Finding Nancy in the first place was more complicated than we thought it would be, but getting her on board was no problem; as soon as she knew Kerry was in she was already planning where, when and what to wear. The rest of the band not so much...
“So, you’re not going to write down what went down at the Totentantz?... That shit was off the charts! You machine gunned one guy’s legs clean off!
“I don’t need to write that shit down. I do it every day....Am I mistaken or is there a hint of respect there?”
“Maybe. Don’t get used to it though.”
“For fuck’s sake go to sleep Johnny, let me get on.”
“Fine...”
Out of the blue, Kerry calls me to meet at Denny’s place....
“.......Johnny?”
“.........Are you awake?”
(typing) Johnny is a corpo rat with a flat ass and zero talent...
“Hm” (backspace)
the way he says “Hey V” in that deep, gravelly tone of his stirs up something I’d not felt for a long time. When I asked him how we’d explain my (Johnny’s) presence at the concert, he casually said, “We’ll just tell ‘em that you’re my latest input.” I couldn’t deny the thrill I felt at that.
I was at Denny’s villa within the hour, Denny and Henry had had what you could call a fight and there was no way of getting them both to join the reformed Samurai. Since Henry seemed like a dick it was Denny that would be joining us ... after she’d sorted out her swimming pool problem. Kerry didn’t want to get involved, didn’t want to choose between his two old friends, so it’s me that Henry is mad at I guess – don’t really know the guy so it’s no biggy.
Couple of days later, Nancy calls, the gig was on for that night.

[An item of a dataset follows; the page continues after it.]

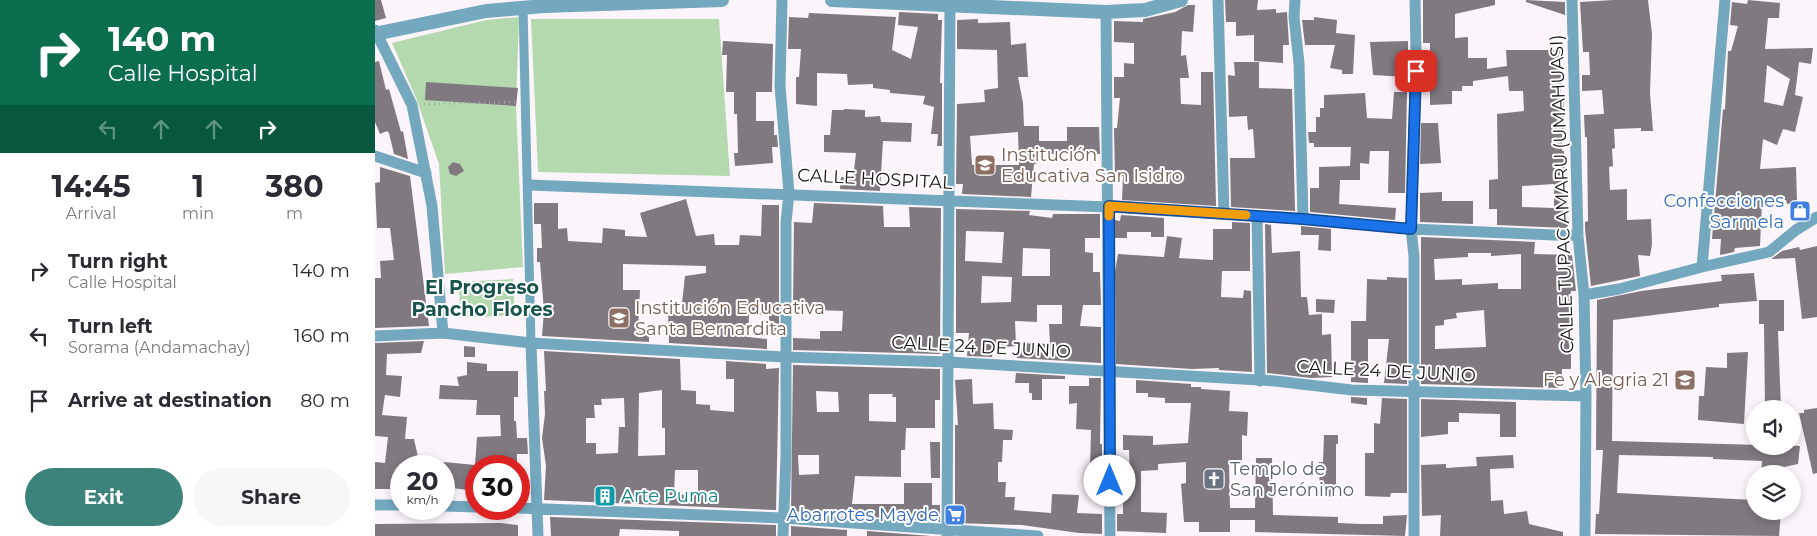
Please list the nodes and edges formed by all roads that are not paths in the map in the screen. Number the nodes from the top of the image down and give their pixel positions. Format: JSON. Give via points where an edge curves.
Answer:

I was nervous as all hell, but as Johnny was quick to remind me, I wouldn’t actually be there. Didn’t stop the butterflies though. Johnny wasn’t having any of my fashion choices so I let him pick out some leather pants and a Samurai vest top, we were ready to go.

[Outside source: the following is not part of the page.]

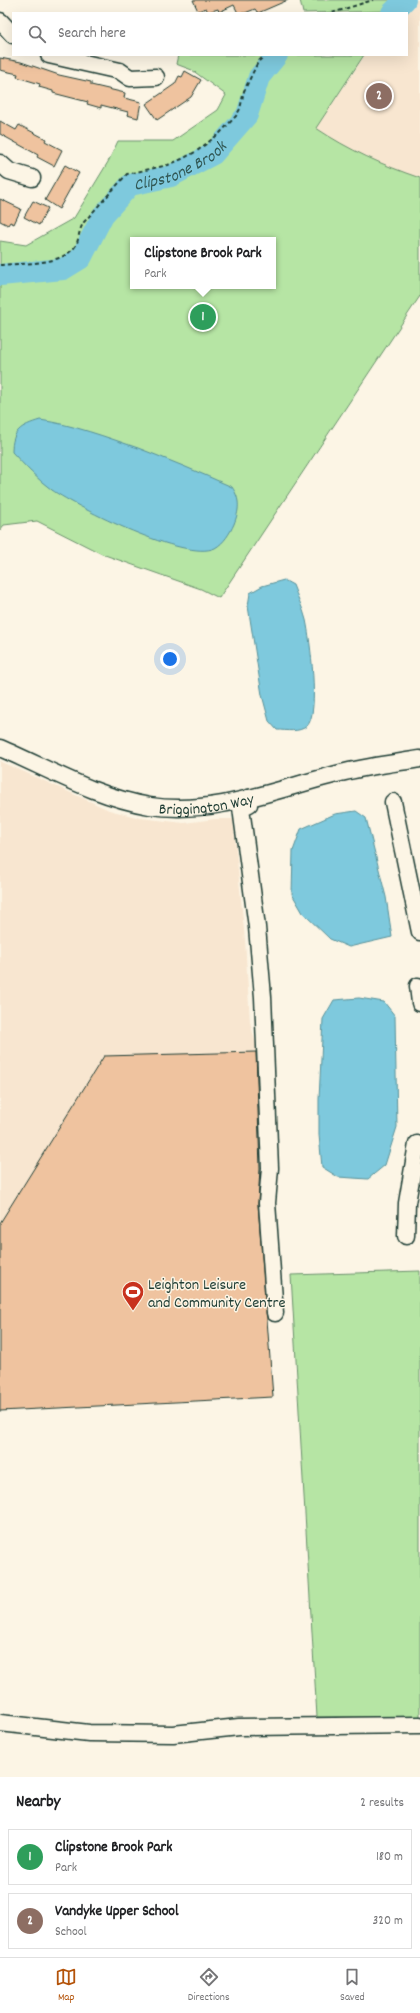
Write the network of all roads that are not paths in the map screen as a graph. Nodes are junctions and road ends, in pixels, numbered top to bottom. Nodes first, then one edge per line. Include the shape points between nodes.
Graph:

I pulled the Apollo up outside the Red Dirt at around 9 and walked in trying not to look like a merc playing the rock star, but Nancy was quick to make me feel at home. I was disappointed that Kerry hadn’t arrived yet, but unless I took a ‘Learn to play guitar like Johnny Silverhand in just 5 minutes’ course it was time to hand over the keys...
“....”
“Go on...”
“Holy fuck that gig was preem, just like the old days. Kerry absolutely rocked it – singing was a bit rough but the guitar work was even better than I remember. Don’t know why he chose that song though, ‘Never Fade Away’ always played better with the crowds.”
“You just can’t bring yourself to give the guy a compliment can you?”
“I give credit where it’s due, the problem is it’s due rarely and not worth shit anyway.”
“Gotta admit, it was a great gig. Saw a recording of it after that a friend of Denny’s took, really weird to see myself doing that stuff and not remembering anything about it.”
“Kinda like being drunk.”
“Yeah, something like that. Go back to sleep Johnny, I’m nearly done.”
I come round sat at the bar with Kerry, not a bad place to wake up. We talk like old friends which is nice – I think he finds it difficult to separate me and Johnny still sometimes. He seems detached, distracted maybe and I’m disappointed he doesn’t stick around a bit longer; he does however give me his gun. It seems like it’s a hugely symbolic gesture to him, maybe as it’s the gun he nearly blew my (Johnny’s) head off with when we broke into his house, maybe it’s something more.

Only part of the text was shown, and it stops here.